* [WORK INSTRUCTIONS] Reproduce the entries exactly.

-*-

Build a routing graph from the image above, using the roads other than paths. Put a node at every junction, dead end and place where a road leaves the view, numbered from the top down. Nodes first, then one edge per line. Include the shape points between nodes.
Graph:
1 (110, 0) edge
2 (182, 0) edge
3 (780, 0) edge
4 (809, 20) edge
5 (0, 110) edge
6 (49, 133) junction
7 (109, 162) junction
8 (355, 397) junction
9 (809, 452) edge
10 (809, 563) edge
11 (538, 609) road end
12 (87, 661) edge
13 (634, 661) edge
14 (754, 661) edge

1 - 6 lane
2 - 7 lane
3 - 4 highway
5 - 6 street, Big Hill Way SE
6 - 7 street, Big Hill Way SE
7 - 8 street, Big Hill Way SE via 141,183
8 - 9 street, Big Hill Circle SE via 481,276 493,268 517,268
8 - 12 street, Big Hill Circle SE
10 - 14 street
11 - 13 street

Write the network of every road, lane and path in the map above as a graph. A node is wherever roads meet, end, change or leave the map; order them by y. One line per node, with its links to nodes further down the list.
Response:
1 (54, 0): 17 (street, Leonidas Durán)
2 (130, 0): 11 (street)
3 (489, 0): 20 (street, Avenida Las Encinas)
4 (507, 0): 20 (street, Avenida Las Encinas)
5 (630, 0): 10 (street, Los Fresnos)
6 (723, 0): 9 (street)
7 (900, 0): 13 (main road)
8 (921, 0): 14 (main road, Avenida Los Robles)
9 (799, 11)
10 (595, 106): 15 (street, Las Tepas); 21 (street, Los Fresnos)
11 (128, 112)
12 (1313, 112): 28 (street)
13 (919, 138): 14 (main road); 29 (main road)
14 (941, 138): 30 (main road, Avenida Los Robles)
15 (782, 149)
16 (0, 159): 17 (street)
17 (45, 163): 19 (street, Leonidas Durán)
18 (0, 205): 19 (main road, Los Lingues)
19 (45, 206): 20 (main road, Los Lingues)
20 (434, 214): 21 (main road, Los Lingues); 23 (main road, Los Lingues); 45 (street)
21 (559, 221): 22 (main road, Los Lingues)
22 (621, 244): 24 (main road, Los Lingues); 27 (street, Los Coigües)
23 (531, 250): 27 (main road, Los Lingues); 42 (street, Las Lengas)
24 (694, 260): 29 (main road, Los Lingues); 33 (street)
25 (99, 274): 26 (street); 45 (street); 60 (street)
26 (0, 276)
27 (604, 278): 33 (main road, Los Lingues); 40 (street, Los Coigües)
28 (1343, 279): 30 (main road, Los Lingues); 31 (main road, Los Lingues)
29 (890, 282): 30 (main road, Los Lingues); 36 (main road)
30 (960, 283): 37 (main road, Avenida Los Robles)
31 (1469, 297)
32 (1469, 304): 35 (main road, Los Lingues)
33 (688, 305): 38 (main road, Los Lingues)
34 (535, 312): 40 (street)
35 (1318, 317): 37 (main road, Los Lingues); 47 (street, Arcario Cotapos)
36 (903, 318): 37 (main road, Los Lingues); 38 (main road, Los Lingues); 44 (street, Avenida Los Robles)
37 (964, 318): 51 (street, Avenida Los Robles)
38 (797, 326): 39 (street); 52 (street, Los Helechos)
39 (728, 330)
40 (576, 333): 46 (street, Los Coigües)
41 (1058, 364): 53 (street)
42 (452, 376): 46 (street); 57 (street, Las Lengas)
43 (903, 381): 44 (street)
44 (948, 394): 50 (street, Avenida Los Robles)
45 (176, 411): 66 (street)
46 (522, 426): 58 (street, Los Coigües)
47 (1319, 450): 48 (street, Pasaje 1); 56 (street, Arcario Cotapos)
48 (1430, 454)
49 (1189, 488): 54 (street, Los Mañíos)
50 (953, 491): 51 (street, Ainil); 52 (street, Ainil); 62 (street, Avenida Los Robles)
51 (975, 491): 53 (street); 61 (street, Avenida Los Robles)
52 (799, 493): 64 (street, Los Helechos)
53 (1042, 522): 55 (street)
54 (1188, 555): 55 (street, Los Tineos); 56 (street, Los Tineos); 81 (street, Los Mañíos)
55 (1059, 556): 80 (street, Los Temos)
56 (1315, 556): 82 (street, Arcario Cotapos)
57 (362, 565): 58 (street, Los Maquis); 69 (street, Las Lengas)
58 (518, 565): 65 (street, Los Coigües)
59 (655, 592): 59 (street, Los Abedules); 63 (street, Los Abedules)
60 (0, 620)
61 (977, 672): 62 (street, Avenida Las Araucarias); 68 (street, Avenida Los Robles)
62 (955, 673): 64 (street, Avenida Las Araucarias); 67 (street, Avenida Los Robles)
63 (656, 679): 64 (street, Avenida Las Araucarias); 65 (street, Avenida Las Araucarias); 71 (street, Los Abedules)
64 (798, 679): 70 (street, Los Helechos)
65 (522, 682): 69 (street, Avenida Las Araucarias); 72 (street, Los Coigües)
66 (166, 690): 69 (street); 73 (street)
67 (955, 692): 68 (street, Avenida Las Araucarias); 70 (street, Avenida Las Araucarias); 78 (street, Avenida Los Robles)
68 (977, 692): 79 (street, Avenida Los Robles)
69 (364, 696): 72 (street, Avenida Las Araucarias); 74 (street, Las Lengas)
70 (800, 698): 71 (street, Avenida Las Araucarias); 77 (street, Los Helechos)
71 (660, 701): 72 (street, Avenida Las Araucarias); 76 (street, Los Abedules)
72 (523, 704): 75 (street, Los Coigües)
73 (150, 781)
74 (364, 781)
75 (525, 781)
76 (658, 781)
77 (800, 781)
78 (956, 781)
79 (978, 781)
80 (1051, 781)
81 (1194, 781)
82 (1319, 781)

-*-

* [YOUR RESPONSE]
Build a routing graph from the image above, using the roads other than paths. Put a node at every junction, dead end and place where a road leaves the view, numbered from the top down. Nodes first, then one edge per line. Include the shape points between nodes.
Graph:
1 (110, 0) edge
2 (182, 0) edge
3 (780, 0) edge
4 (809, 20) edge
5 (0, 110) edge
6 (49, 133) junction
7 (109, 162) junction
8 (355, 397) junction
9 (809, 452) edge
10 (809, 563) edge
11 (538, 609) road end
12 (87, 661) edge
13 (634, 661) edge
14 (754, 661) edge

1 - 6 lane
2 - 7 lane
3 - 4 highway
5 - 6 street, Big Hill Way SE
6 - 7 street, Big Hill Way SE
7 - 8 street, Big Hill Way SE via 141,183
8 - 9 street, Big Hill Circle SE via 481,276 493,268 517,268
8 - 12 street, Big Hill Circle SE
10 - 14 street
11 - 13 street

Write the network of every road, lane and path in the map above as a graph. A node is wherever roads meet, end, change or leave the map; order them by y. One line per node, with its links to nodes further down the list.
Response:
1 (54, 0): 17 (street, Leonidas Durán)
2 (130, 0): 11 (street)
3 (489, 0): 20 (street, Avenida Las Encinas)
4 (507, 0): 20 (street, Avenida Las Encinas)
5 (630, 0): 10 (street, Los Fresnos)
6 (723, 0): 9 (street)
7 (900, 0): 13 (main road)
8 (921, 0): 14 (main road, Avenida Los Robles)
9 (799, 11)
10 (595, 106): 15 (street, Las Tepas); 21 (street, Los Fresnos)
11 (128, 112)
12 (1313, 112): 28 (street)
13 (919, 138): 14 (main road); 29 (main road)
14 (941, 138): 30 (main road, Avenida Los Robles)
15 (782, 149)
16 (0, 159): 17 (street)
17 (45, 163): 19 (street, Leonidas Durán)
18 (0, 205): 19 (main road, Los Lingues)
19 (45, 206): 20 (main road, Los Lingues)
20 (434, 214): 21 (main road, Los Lingues); 23 (main road, Los Lingues); 45 (street)
21 (559, 221): 22 (main road, Los Lingues)
22 (621, 244): 24 (main road, Los Lingues); 27 (street, Los Coigües)
23 (531, 250): 27 (main road, Los Lingues); 42 (street, Las Lengas)
24 (694, 260): 29 (main road, Los Lingues); 33 (street)
25 (99, 274): 26 (street); 45 (street); 60 (street)
26 (0, 276)
27 (604, 278): 33 (main road, Los Lingues); 40 (street, Los Coigües)
28 (1343, 279): 30 (main road, Los Lingues); 31 (main road, Los Lingues)
29 (890, 282): 30 (main road, Los Lingues); 36 (main road)
30 (960, 283): 37 (main road, Avenida Los Robles)
31 (1469, 297)
32 (1469, 304): 35 (main road, Los Lingues)
33 (688, 305): 38 (main road, Los Lingues)
34 (535, 312): 40 (street)
35 (1318, 317): 37 (main road, Los Lingues); 47 (street, Arcario Cotapos)
36 (903, 318): 37 (main road, Los Lingues); 38 (main road, Los Lingues); 44 (street, Avenida Los Robles)
37 (964, 318): 51 (street, Avenida Los Robles)
38 (797, 326): 39 (street); 52 (street, Los Helechos)
39 (728, 330)
40 (576, 333): 46 (street, Los Coigües)
41 (1058, 364): 53 (street)
42 (452, 376): 46 (street); 57 (street, Las Lengas)
43 (903, 381): 44 (street)
44 (948, 394): 50 (street, Avenida Los Robles)
45 (176, 411): 66 (street)
46 (522, 426): 58 (street, Los Coigües)
47 (1319, 450): 48 (street, Pasaje 1); 56 (street, Arcario Cotapos)
48 (1430, 454)
49 (1189, 488): 54 (street, Los Mañíos)
50 (953, 491): 51 (street, Ainil); 52 (street, Ainil); 62 (street, Avenida Los Robles)
51 (975, 491): 53 (street); 61 (street, Avenida Los Robles)
52 (799, 493): 64 (street, Los Helechos)
53 (1042, 522): 55 (street)
54 (1188, 555): 55 (street, Los Tineos); 56 (street, Los Tineos); 81 (street, Los Mañíos)
55 (1059, 556): 80 (street, Los Temos)
56 (1315, 556): 82 (street, Arcario Cotapos)
57 (362, 565): 58 (street, Los Maquis); 69 (street, Las Lengas)
58 (518, 565): 65 (street, Los Coigües)
59 (655, 592): 59 (street, Los Abedules); 63 (street, Los Abedules)
60 (0, 620)
61 (977, 672): 62 (street, Avenida Las Araucarias); 68 (street, Avenida Los Robles)
62 (955, 673): 64 (street, Avenida Las Araucarias); 67 (street, Avenida Los Robles)
63 (656, 679): 64 (street, Avenida Las Araucarias); 65 (street, Avenida Las Araucarias); 71 (street, Los Abedules)
64 (798, 679): 70 (street, Los Helechos)
65 (522, 682): 69 (street, Avenida Las Araucarias); 72 (street, Los Coigües)
66 (166, 690): 69 (street); 73 (street)
67 (955, 692): 68 (street, Avenida Las Araucarias); 70 (street, Avenida Las Araucarias); 78 (street, Avenida Los Robles)
68 (977, 692): 79 (street, Avenida Los Robles)
69 (364, 696): 72 (street, Avenida Las Araucarias); 74 (street, Las Lengas)
70 (800, 698): 71 (street, Avenida Las Araucarias); 77 (street, Los Helechos)
71 (660, 701): 72 (street, Avenida Las Araucarias); 76 (street, Los Abedules)
72 (523, 704): 75 (street, Los Coigües)
73 (150, 781)
74 (364, 781)
75 (525, 781)
76 (658, 781)
77 (800, 781)
78 (956, 781)
79 (978, 781)
80 (1051, 781)
81 (1194, 781)
82 (1319, 781)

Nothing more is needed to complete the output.